When a line in the data below includes "middle", count it; then give only the total.

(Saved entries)

--- START ---

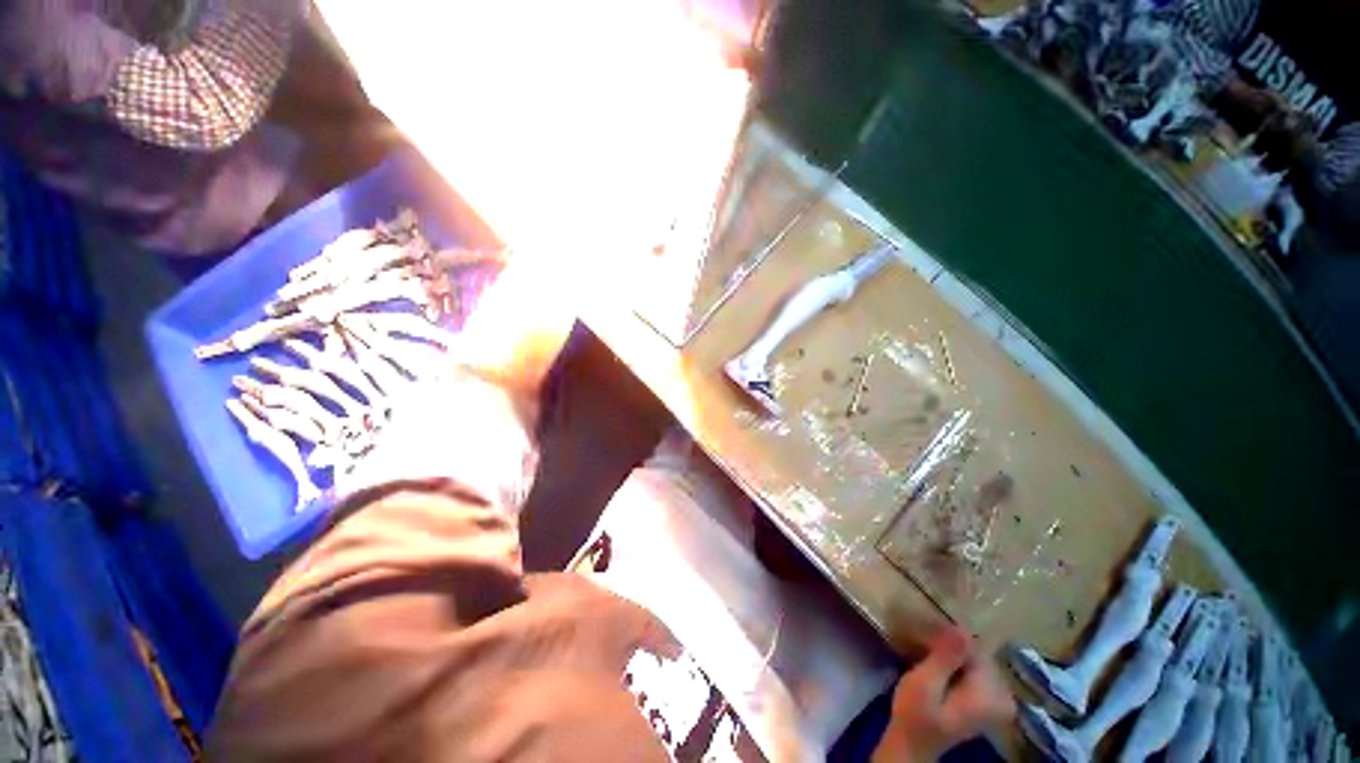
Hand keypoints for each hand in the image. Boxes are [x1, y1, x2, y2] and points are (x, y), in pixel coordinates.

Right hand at [872, 628, 1014, 762]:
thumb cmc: (915, 714)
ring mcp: (996, 700)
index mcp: (989, 695)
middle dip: (954, 644)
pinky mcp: (987, 701)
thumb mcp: (924, 684)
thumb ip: (945, 659)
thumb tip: (961, 629)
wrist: (913, 743)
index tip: (929, 634)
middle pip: (979, 654)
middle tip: (927, 641)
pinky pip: (976, 670)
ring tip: (931, 650)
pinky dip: (958, 662)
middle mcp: (1001, 697)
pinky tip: (940, 662)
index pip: (976, 649)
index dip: (951, 637)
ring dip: (954, 652)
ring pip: (977, 660)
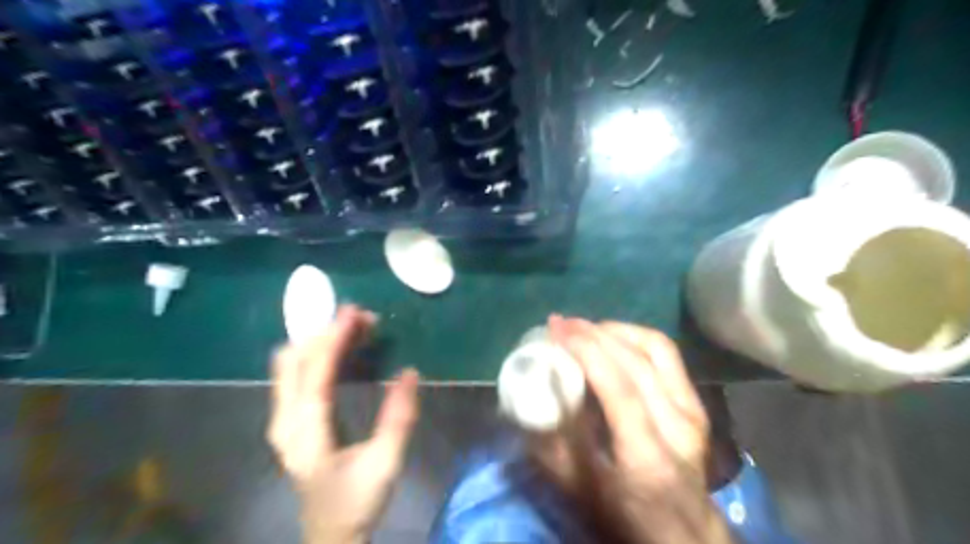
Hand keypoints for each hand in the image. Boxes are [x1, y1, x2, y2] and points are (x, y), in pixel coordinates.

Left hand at [267, 306, 418, 543]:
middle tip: (363, 320)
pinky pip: (295, 374)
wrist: (330, 534)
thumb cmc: (358, 500)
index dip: (333, 339)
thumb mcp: (386, 462)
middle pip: (294, 361)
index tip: (354, 313)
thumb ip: (399, 417)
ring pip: (290, 364)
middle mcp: (284, 421)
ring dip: (320, 341)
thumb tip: (409, 371)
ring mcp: (282, 420)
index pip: (314, 373)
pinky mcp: (289, 420)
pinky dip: (316, 354)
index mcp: (306, 433)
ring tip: (356, 330)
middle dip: (326, 333)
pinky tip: (341, 350)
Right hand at [549, 315, 730, 543]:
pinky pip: (666, 354)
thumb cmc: (627, 516)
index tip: (556, 330)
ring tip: (584, 327)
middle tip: (562, 324)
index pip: (619, 387)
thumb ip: (552, 447)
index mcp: (648, 457)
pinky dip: (636, 336)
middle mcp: (677, 426)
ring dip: (615, 330)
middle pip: (637, 362)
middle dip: (594, 333)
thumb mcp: (581, 491)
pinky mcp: (696, 402)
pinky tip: (613, 336)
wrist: (686, 532)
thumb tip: (526, 403)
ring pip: (655, 349)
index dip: (587, 350)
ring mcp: (693, 410)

--- END ---

__TASK RESULT__:
12